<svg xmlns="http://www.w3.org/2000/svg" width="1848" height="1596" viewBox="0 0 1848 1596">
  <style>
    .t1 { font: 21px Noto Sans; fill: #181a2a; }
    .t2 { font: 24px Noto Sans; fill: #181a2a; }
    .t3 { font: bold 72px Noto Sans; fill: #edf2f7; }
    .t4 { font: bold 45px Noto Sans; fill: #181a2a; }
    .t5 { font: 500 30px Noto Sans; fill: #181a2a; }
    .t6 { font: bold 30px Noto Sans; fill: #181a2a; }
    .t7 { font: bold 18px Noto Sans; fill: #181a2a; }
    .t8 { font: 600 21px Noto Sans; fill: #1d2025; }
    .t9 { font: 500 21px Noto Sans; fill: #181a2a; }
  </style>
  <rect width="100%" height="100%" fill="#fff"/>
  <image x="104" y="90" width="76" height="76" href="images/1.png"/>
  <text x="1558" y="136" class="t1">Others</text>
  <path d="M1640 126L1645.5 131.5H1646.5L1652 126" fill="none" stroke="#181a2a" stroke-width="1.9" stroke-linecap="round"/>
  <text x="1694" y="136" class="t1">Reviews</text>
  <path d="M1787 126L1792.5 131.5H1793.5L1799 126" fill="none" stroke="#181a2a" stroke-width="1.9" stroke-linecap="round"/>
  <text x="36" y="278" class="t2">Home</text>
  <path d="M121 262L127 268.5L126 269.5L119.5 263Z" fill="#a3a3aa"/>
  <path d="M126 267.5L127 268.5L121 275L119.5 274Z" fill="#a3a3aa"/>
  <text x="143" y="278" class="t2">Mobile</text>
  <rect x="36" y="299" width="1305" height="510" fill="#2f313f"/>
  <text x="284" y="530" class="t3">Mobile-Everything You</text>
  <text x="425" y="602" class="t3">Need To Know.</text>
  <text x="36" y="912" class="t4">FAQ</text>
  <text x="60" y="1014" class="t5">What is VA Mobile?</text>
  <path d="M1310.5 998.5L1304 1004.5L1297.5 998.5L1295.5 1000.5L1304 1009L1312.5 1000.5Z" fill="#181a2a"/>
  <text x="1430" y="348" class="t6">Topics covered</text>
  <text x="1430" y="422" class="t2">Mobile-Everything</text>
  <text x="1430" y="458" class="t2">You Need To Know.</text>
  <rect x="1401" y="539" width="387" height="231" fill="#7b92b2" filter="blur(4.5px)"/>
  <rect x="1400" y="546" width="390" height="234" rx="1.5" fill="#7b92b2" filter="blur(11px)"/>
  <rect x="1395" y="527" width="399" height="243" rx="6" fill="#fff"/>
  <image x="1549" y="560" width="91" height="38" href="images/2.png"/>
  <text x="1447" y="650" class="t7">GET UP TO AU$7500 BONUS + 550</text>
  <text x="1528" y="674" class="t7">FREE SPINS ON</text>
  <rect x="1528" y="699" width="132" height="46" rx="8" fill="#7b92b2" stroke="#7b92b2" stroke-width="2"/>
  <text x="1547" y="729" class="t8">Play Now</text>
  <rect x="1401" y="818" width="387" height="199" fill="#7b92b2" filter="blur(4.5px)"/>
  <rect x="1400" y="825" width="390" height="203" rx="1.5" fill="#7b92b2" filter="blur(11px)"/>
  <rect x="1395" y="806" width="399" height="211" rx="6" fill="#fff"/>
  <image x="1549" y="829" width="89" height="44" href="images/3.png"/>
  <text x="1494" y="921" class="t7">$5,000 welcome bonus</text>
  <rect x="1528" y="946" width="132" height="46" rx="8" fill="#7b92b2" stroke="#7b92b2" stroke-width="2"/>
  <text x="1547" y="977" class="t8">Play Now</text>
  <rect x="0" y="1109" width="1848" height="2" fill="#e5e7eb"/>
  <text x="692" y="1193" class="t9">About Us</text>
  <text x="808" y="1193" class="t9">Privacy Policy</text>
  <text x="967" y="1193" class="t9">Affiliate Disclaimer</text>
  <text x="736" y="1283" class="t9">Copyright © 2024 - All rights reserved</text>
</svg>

::::

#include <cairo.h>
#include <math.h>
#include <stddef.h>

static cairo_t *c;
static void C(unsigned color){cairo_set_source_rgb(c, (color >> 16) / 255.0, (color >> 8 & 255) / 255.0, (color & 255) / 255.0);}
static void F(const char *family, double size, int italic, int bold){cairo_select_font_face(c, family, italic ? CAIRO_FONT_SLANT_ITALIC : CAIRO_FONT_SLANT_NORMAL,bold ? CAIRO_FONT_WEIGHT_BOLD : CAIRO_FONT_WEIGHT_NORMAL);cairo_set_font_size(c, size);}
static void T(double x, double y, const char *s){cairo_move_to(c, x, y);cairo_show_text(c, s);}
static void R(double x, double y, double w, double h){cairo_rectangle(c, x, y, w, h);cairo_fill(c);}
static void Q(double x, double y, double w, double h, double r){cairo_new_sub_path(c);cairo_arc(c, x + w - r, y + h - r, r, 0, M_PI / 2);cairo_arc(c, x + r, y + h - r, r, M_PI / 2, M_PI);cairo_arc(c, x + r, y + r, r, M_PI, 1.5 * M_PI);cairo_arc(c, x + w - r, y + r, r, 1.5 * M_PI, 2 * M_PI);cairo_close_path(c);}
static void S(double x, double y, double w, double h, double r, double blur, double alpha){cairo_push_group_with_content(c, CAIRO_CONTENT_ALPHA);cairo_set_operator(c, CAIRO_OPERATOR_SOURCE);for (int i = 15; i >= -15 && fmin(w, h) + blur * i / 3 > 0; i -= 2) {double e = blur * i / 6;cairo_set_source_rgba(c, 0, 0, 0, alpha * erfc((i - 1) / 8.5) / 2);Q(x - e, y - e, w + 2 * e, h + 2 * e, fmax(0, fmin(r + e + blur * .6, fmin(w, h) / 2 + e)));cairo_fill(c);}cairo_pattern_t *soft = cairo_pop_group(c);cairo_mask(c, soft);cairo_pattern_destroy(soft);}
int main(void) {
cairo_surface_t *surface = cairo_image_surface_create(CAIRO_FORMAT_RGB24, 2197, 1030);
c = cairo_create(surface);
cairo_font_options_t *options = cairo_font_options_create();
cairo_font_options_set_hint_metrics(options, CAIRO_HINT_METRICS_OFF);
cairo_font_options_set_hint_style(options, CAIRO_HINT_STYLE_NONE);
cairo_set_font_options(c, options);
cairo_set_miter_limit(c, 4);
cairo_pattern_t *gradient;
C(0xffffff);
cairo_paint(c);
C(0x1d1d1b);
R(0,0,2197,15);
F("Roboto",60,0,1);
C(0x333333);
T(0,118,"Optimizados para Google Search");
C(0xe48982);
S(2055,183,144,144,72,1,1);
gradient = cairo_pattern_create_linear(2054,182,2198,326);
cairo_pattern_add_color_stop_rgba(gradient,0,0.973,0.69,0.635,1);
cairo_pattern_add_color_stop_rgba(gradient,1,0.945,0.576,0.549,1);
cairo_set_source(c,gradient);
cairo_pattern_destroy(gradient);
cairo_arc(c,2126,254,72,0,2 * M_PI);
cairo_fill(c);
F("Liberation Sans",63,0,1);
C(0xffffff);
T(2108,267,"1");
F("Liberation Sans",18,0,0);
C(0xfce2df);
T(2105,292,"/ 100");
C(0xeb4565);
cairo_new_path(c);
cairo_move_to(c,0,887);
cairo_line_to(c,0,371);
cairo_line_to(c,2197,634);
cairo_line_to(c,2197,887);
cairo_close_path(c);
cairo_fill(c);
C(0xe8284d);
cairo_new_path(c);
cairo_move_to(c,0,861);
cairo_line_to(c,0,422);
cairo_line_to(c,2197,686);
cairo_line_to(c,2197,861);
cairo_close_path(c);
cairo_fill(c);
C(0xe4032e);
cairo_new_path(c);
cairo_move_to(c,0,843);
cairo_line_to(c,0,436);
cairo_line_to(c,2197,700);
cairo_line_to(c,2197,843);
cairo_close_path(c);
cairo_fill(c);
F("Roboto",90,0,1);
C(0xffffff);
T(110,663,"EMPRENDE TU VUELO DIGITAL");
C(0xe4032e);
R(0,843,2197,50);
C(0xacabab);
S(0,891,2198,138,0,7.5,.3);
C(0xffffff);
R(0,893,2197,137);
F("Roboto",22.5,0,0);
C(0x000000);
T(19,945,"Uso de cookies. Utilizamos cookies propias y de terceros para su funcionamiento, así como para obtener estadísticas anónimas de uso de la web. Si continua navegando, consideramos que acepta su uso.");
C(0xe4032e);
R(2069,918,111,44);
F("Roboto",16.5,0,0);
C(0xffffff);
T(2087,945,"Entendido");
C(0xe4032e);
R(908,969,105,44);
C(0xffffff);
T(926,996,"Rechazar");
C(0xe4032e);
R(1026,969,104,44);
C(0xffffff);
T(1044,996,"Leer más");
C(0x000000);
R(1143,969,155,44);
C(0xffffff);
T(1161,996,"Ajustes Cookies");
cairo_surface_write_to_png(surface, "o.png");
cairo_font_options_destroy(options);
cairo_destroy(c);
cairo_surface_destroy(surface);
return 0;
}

::::

Aim of the task:
Working from the material above, restate word for word the lines between the line with "#include <math.h>" and the line with "static void Q(double", both included, and only those.

Reply to the exercise:
#include <math.h>
#include <stddef.h>

static cairo_t *c;
static void C(unsigned color){cairo_set_source_rgb(c, (color >> 16) / 255.0, (color >> 8 & 255) / 255.0, (color & 255) / 255.0);}
static void F(const char *family, double size, int italic, int bold){cairo_select_font_face(c, family, italic ? CAIRO_FONT_SLANT_ITALIC : CAIRO_FONT_SLANT_NORMAL,bold ? CAIRO_FONT_WEIGHT_BOLD : CAIRO_FONT_WEIGHT_NORMAL);cairo_set_font_size(c, size);}
static void T(double x, double y, const char *s){cairo_move_to(c, x, y);cairo_show_text(c, s);}
static void R(double x, double y, double w, double h){cairo_rectangle(c, x, y, w, h);cairo_fill(c);}
static void Q(double x, double y, double w, double h, double r){cairo_new_sub_path(c);cairo_arc(c, x + w - r, y + h - r, r, 0, M_PI / 2);cairo_arc(c, x + r, y + h - r, r, M_PI / 2, M_PI);cairo_arc(c, x + r, y + r, r, M_PI, 1.5 * M_PI);cairo_arc(c, x + w - r, y + r, r, 1.5 * M_PI, 2 * M_PI);cairo_close_path(c);}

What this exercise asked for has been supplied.